Work to complete: Pictures are not part of the copy. Reproduce all the records exactly.

Stored data
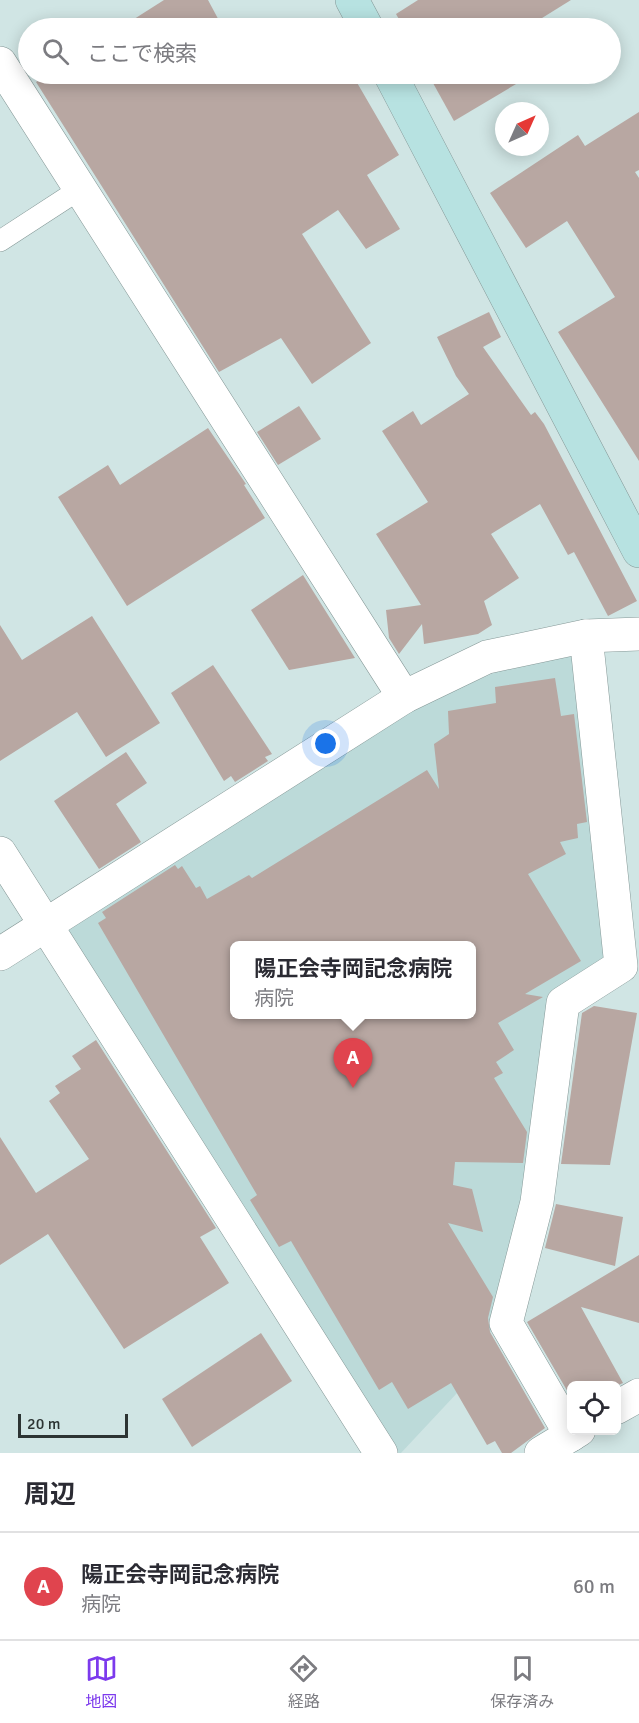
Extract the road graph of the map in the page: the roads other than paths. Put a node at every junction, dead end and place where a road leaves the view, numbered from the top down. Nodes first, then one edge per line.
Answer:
1 (352, 0) edge
2 (362, 18) edge
3 (0, 63) edge
4 (395, 84) edge
5 (80, 189) junction
6 (0, 241) edge
7 (639, 551) edge
8 (639, 634) edge
9 (586, 636) junction
10 (404, 697) junction
11 (0, 854) edge
12 (45, 924) junction
13 (0, 954) edge
14 (639, 1395) edge
15 (621, 1405) edge
16 (567, 1420) edge
17 (572, 1435) edge
18 (381, 1453) edge
19 (541, 1453) edge

1 - 2 street
3 - 5 street
4 - 7 street
5 - 6 lane
5 - 10 street
8 - 9 street
9 - 10 street
9 - 16 street
10 - 12 street
11 - 12 street
12 - 13 street
12 - 18 street
14 - 15 street
17 - 19 street

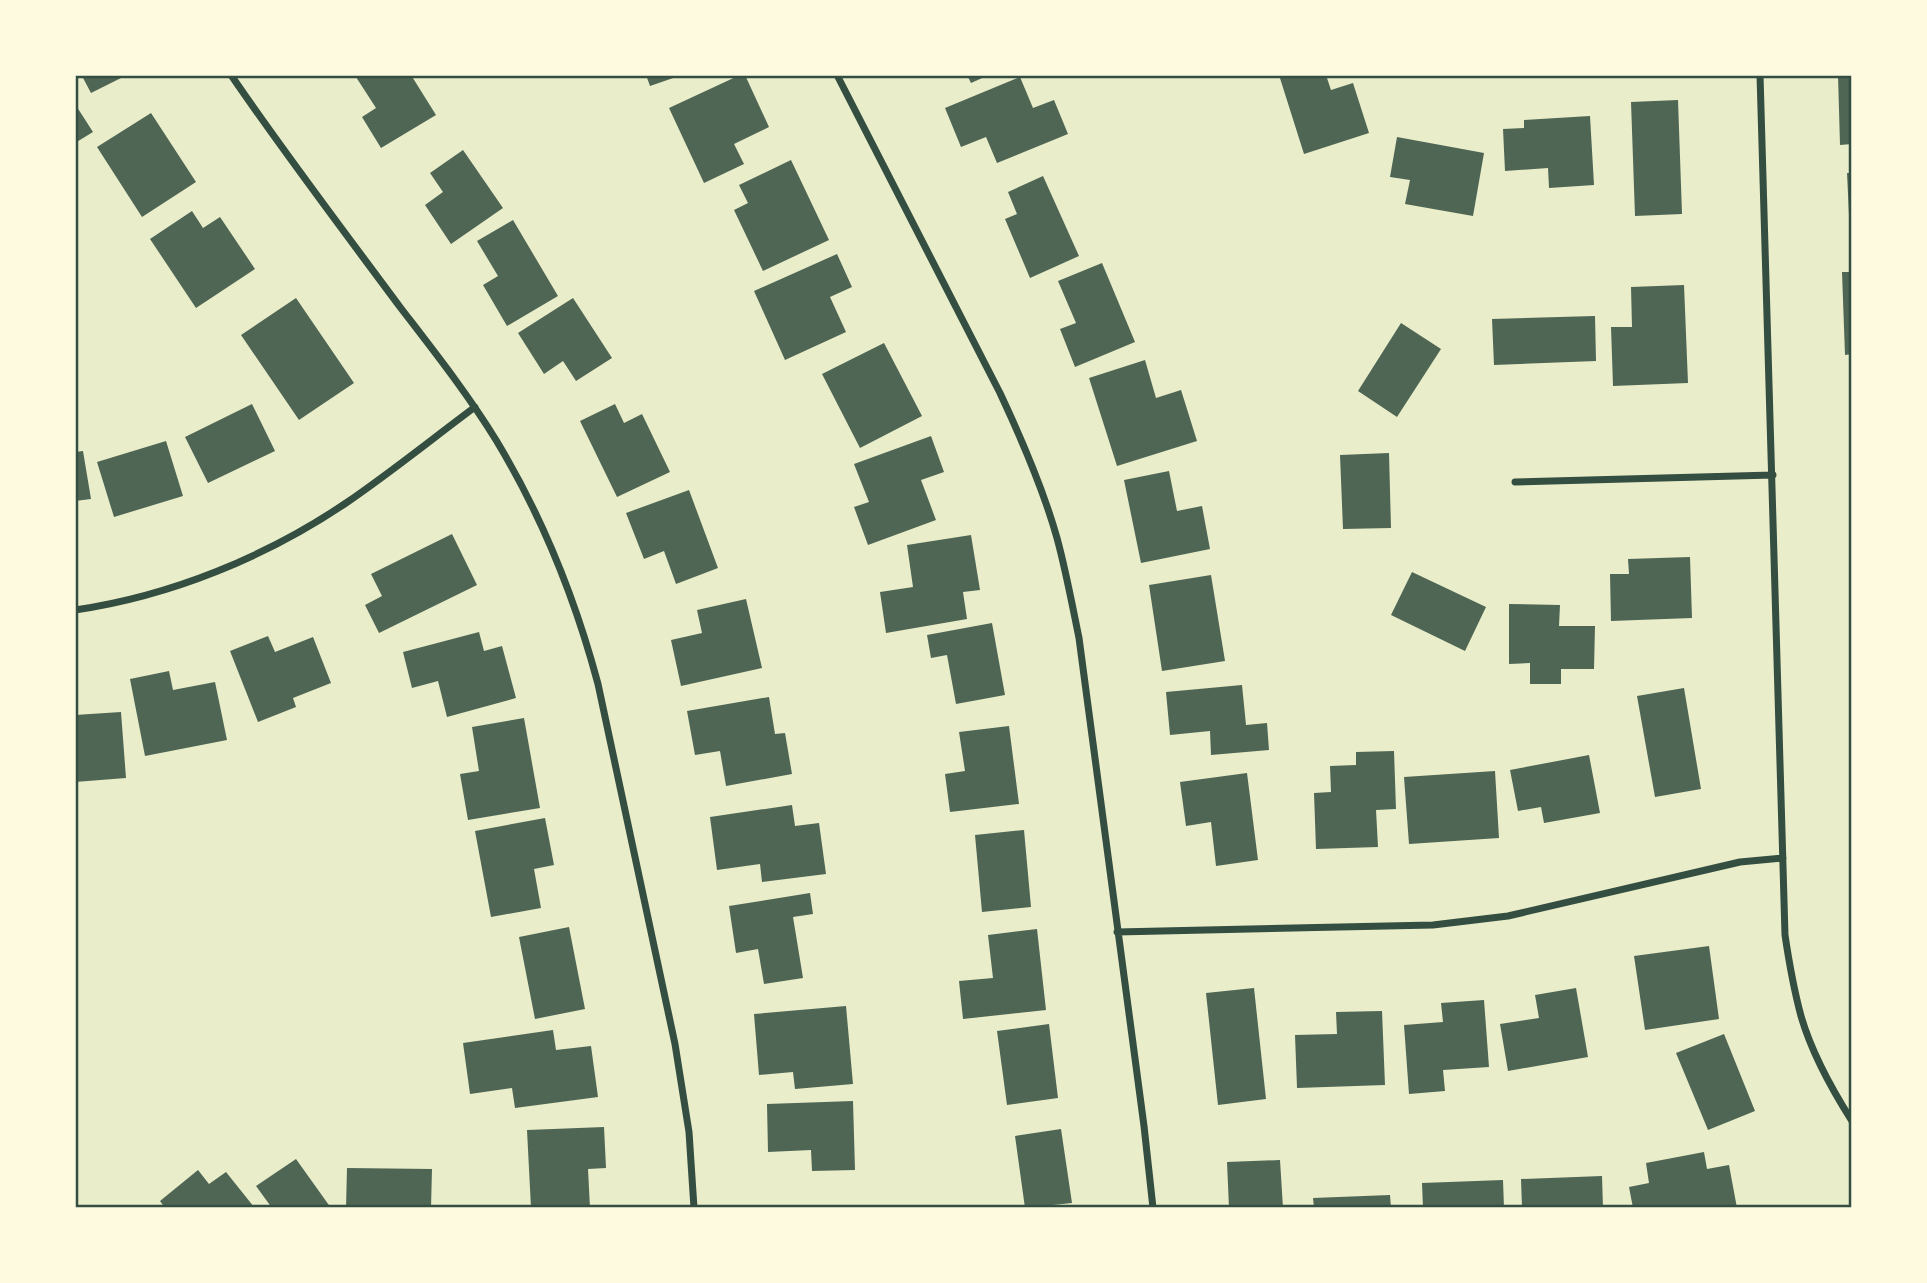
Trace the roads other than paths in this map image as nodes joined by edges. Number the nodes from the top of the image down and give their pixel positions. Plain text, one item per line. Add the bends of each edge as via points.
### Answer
1 (231, 75) edge
2 (837, 75) edge
3 (1760, 75) edge
4 (475, 407) junction
5 (1773, 475) junction
6 (1515, 482) dead end
7 (75, 610) edge
8 (1783, 858) junction
9 (1117, 932) junction
10 (1852, 1121) edge
11 (694, 1208) edge
12 (1153, 1208) edge

1 - 4 street
2 - 9 street via 1000,393 1042,492 1079,638
3 - 5 street
4 - 7 street via 346,503 249,557 148,595
4 - 11 street via 541,524 587,643 676,1044
5 - 6 street
5 - 8 street
8 - 9 street via 1740,862 1471,921
8 - 10 street via 1784,935 1802,1019 1817,1059
9 - 12 street

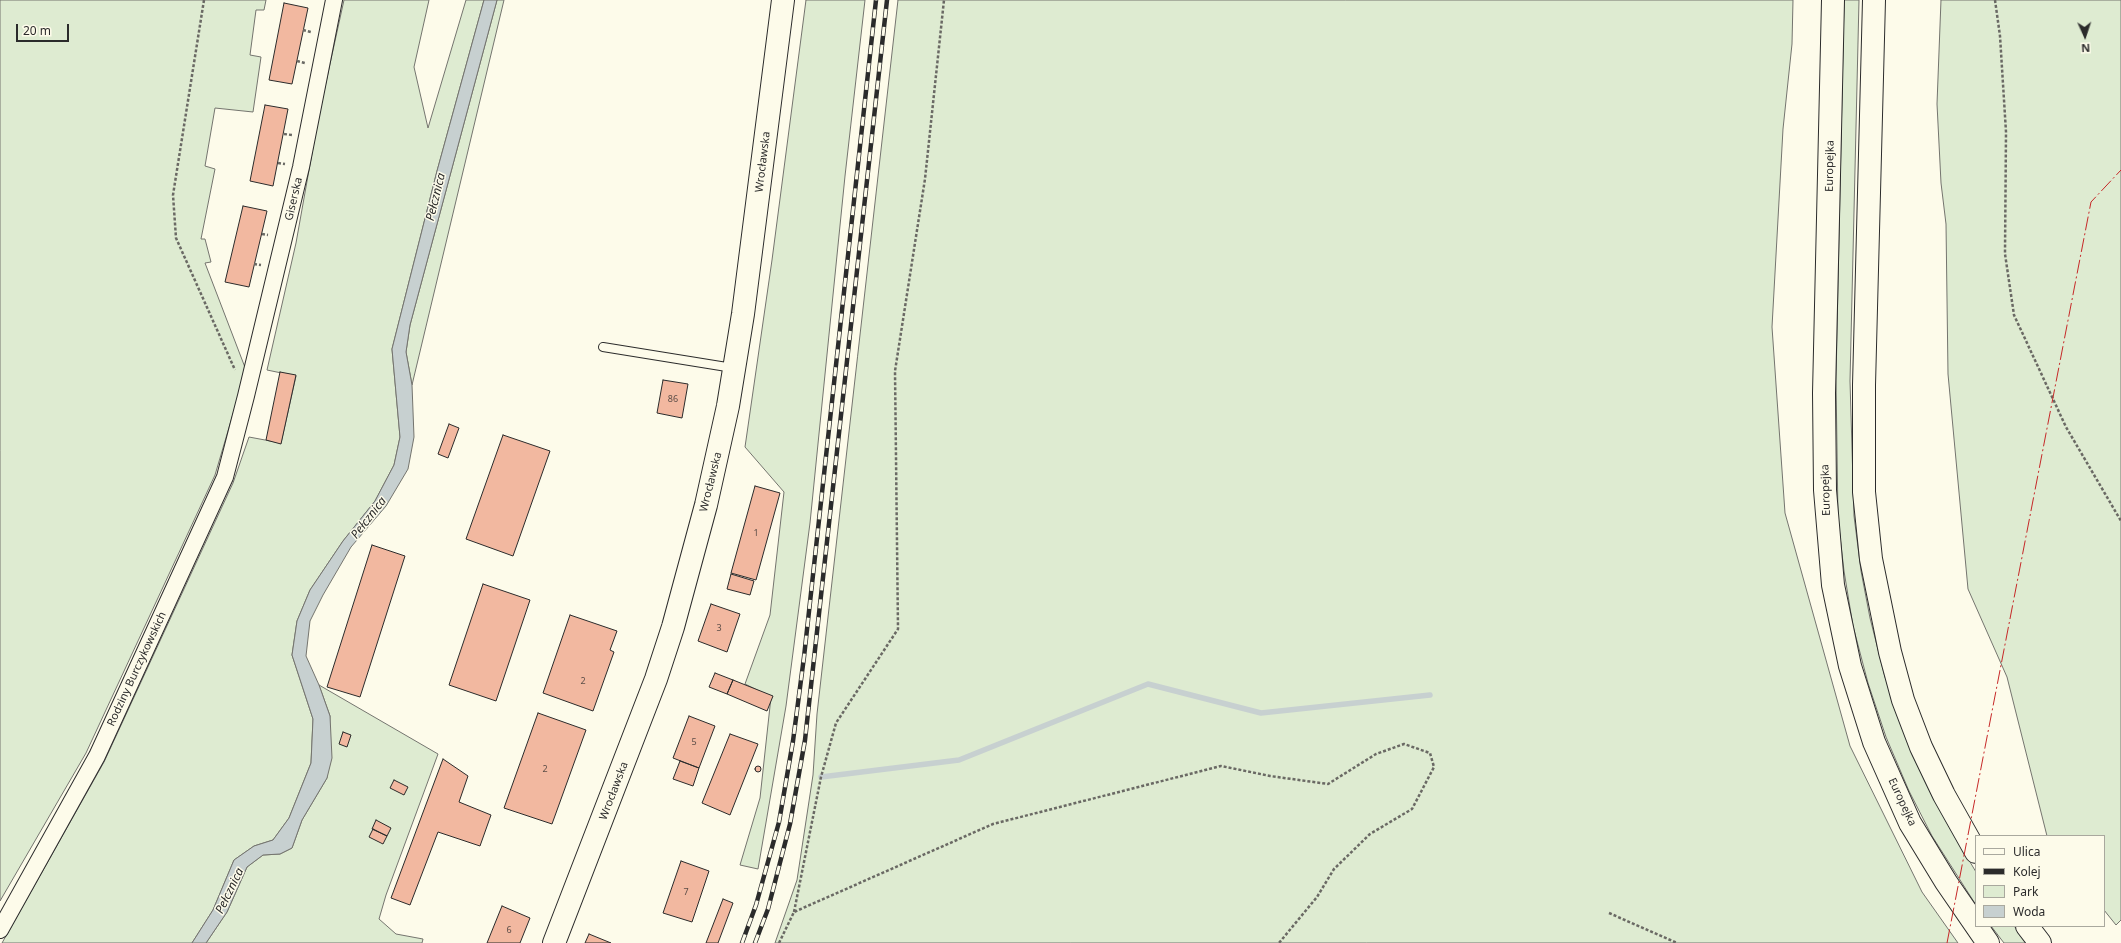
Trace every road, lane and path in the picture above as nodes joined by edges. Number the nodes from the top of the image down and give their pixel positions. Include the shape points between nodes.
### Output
1 (204, 0) edge
2 (334, 0) edge
3 (783, 0) edge
4 (944, 0) edge
5 (1833, 0) edge
6 (1874, 0) edge
7 (1995, 0) edge
8 (603, 347) dead end
9 (734, 368) junction
10 (246, 396) junction
11 (2121, 521) edge
12 (1975, 850) edge
13 (794, 912) junction
14 (1609, 913) dead end
15 (1975, 924) edge
16 (1977, 927) edge
17 (2028, 927) edge
18 (0, 930) edge
19 (554, 943) edge
20 (779, 943) edge
21 (1279, 943) edge
22 (1677, 943) edge
23 (1988, 943) edge
24 (2040, 943) edge

1 - 10 path via 173,195 176,238
2 - 10 street, Giserska via 308,138
3 - 9 main road, Wrocławska via 751,260
4 - 13 path via 925,180 895,371 898,629 836,723 820,777
5 - 15 main road, Europejka via 1824,393 1825,490 1833,585 1850,666 1874,742 1910,823
6 - 12 main road via 1864,385 1864,492 1871,559 1890,652 1903,700 1921,747 1944,795
7 - 11 path via 2006,132 2005,254 2014,315 2066,427
8 - 9 lane
9 - 19 main road, Wrocławska via 717,455 673,627 637,732
10 - 18 street, Rodziny Burczykowskich via 225,477 96,756
13 - 20 path
13 - 21 path via 993,824 1221,766 1328,784 1376,754 1404,744 1430,753 1434,767 1412,809 1370,834 1334,869 1317,896
14 - 22 path
16 - 23 main road, Europejka
17 - 24 main road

Problem solution:
Extract the road graph of the map in the page: the roads other than paths. Put a node at every junction, dead end and place where a road leaves the view, numbered from the top down. Nodes first, then one edge per line.
Answer:
1 (352, 0) edge
2 (362, 18) edge
3 (0, 63) edge
4 (395, 84) edge
5 (80, 189) junction
6 (0, 241) edge
7 (639, 551) edge
8 (639, 634) edge
9 (586, 636) junction
10 (404, 697) junction
11 (0, 854) edge
12 (45, 924) junction
13 (0, 954) edge
14 (639, 1395) edge
15 (621, 1405) edge
16 (567, 1420) edge
17 (572, 1435) edge
18 (381, 1453) edge
19 (541, 1453) edge

1 - 2 street
3 - 5 street
4 - 7 street
5 - 6 lane
5 - 10 street
8 - 9 street
9 - 10 street
9 - 16 street
10 - 12 street
11 - 12 street
12 - 13 street
12 - 18 street
14 - 15 street
17 - 19 street

Trace the roads other than paths in this map image as nodes joined by edges. Number the nodes from the top of the image down and give their pixel positions. Plain text, one item per line. Add the bends of each edge as via points.
### Answer
1 (231, 75) edge
2 (837, 75) edge
3 (1760, 75) edge
4 (475, 407) junction
5 (1773, 475) junction
6 (1515, 482) dead end
7 (75, 610) edge
8 (1783, 858) junction
9 (1117, 932) junction
10 (1852, 1121) edge
11 (694, 1208) edge
12 (1153, 1208) edge

1 - 4 street
2 - 9 street via 1000,393 1042,492 1079,638
3 - 5 street
4 - 7 street via 346,503 249,557 148,595
4 - 11 street via 541,524 587,643 676,1044
5 - 6 street
5 - 8 street
8 - 9 street via 1740,862 1471,921
8 - 10 street via 1784,935 1802,1019 1817,1059
9 - 12 street

Trace every road, lane and path in the picture above as nodes joined by edges. Number the nodes from the top of the image down and give their pixel positions. Include the shape points between nodes.
### Output
1 (204, 0) edge
2 (334, 0) edge
3 (783, 0) edge
4 (944, 0) edge
5 (1833, 0) edge
6 (1874, 0) edge
7 (1995, 0) edge
8 (603, 347) dead end
9 (734, 368) junction
10 (246, 396) junction
11 (2121, 521) edge
12 (1975, 850) edge
13 (794, 912) junction
14 (1609, 913) dead end
15 (1975, 924) edge
16 (1977, 927) edge
17 (2028, 927) edge
18 (0, 930) edge
19 (554, 943) edge
20 (779, 943) edge
21 (1279, 943) edge
22 (1677, 943) edge
23 (1988, 943) edge
24 (2040, 943) edge

1 - 10 path via 173,195 176,238
2 - 10 street, Giserska via 308,138
3 - 9 main road, Wrocławska via 751,260
4 - 13 path via 925,180 895,371 898,629 836,723 820,777
5 - 15 main road, Europejka via 1824,393 1825,490 1833,585 1850,666 1874,742 1910,823
6 - 12 main road via 1864,385 1864,492 1871,559 1890,652 1903,700 1921,747 1944,795
7 - 11 path via 2006,132 2005,254 2014,315 2066,427
8 - 9 lane
9 - 19 main road, Wrocławska via 717,455 673,627 637,732
10 - 18 street, Rodziny Burczykowskich via 225,477 96,756
13 - 20 path
13 - 21 path via 993,824 1221,766 1328,784 1376,754 1404,744 1430,753 1434,767 1412,809 1370,834 1334,869 1317,896
14 - 22 path
16 - 23 main road, Europejka
17 - 24 main road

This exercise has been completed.